## RECORD EXTRACTS
● ● ● ●

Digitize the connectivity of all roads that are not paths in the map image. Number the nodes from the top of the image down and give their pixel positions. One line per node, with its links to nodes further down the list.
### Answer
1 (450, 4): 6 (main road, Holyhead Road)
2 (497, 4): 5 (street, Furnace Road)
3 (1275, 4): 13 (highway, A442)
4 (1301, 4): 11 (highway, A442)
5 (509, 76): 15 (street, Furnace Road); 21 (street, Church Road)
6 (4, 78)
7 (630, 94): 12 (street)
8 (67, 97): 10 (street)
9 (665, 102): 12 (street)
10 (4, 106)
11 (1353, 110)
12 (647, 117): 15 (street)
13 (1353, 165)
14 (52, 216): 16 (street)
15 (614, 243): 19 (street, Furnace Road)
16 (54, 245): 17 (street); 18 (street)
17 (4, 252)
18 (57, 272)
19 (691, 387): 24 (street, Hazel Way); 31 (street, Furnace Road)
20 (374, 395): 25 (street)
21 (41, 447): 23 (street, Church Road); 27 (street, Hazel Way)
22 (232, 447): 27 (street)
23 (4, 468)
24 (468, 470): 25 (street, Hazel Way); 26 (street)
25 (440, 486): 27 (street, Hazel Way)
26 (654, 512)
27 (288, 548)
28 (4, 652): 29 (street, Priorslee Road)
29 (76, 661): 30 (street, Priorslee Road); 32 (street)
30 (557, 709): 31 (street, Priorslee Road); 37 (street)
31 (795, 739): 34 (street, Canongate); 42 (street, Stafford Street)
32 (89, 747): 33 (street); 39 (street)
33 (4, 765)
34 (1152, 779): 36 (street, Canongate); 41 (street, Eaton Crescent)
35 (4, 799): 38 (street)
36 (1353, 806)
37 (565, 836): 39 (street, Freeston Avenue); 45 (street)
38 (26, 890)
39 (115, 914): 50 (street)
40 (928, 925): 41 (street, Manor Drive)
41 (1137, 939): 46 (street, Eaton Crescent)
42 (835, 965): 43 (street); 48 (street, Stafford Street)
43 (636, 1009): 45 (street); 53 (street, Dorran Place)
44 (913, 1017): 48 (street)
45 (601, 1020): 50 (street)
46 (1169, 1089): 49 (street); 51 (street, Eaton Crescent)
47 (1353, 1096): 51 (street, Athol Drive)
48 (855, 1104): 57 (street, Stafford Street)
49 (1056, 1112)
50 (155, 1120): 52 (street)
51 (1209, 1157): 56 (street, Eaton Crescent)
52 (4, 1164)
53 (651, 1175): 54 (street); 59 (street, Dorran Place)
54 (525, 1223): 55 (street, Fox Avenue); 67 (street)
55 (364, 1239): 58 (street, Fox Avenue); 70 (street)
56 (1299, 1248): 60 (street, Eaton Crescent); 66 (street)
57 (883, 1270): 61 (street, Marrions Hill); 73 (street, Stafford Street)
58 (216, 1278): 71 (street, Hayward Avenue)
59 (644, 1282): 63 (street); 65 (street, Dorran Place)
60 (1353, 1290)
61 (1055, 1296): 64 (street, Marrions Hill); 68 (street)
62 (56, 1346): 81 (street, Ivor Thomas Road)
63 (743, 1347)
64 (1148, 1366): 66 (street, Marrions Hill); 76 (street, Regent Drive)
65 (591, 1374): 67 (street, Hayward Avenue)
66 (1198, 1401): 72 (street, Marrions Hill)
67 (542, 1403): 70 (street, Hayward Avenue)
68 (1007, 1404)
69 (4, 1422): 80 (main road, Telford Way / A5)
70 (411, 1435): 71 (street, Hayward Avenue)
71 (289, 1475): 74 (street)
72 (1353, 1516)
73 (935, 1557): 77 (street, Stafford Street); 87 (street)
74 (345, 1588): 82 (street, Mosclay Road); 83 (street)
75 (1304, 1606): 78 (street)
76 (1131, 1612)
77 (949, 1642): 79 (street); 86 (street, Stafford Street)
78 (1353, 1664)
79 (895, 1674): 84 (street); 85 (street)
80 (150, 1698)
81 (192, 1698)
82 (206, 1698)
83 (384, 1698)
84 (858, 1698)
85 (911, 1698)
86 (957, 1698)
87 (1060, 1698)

● ● ● ●

Copy out the lines of the records above in which the string "Furnace" appears.

## EXPECTED ANSWER
2 (497, 4): 5 (street, Furnace Road)
5 (509, 76): 15 (street, Furnace Road); 21 (street, Church Road)
15 (614, 243): 19 (street, Furnace Road)
19 (691, 387): 24 (street, Hazel Way); 31 (street, Furnace Road)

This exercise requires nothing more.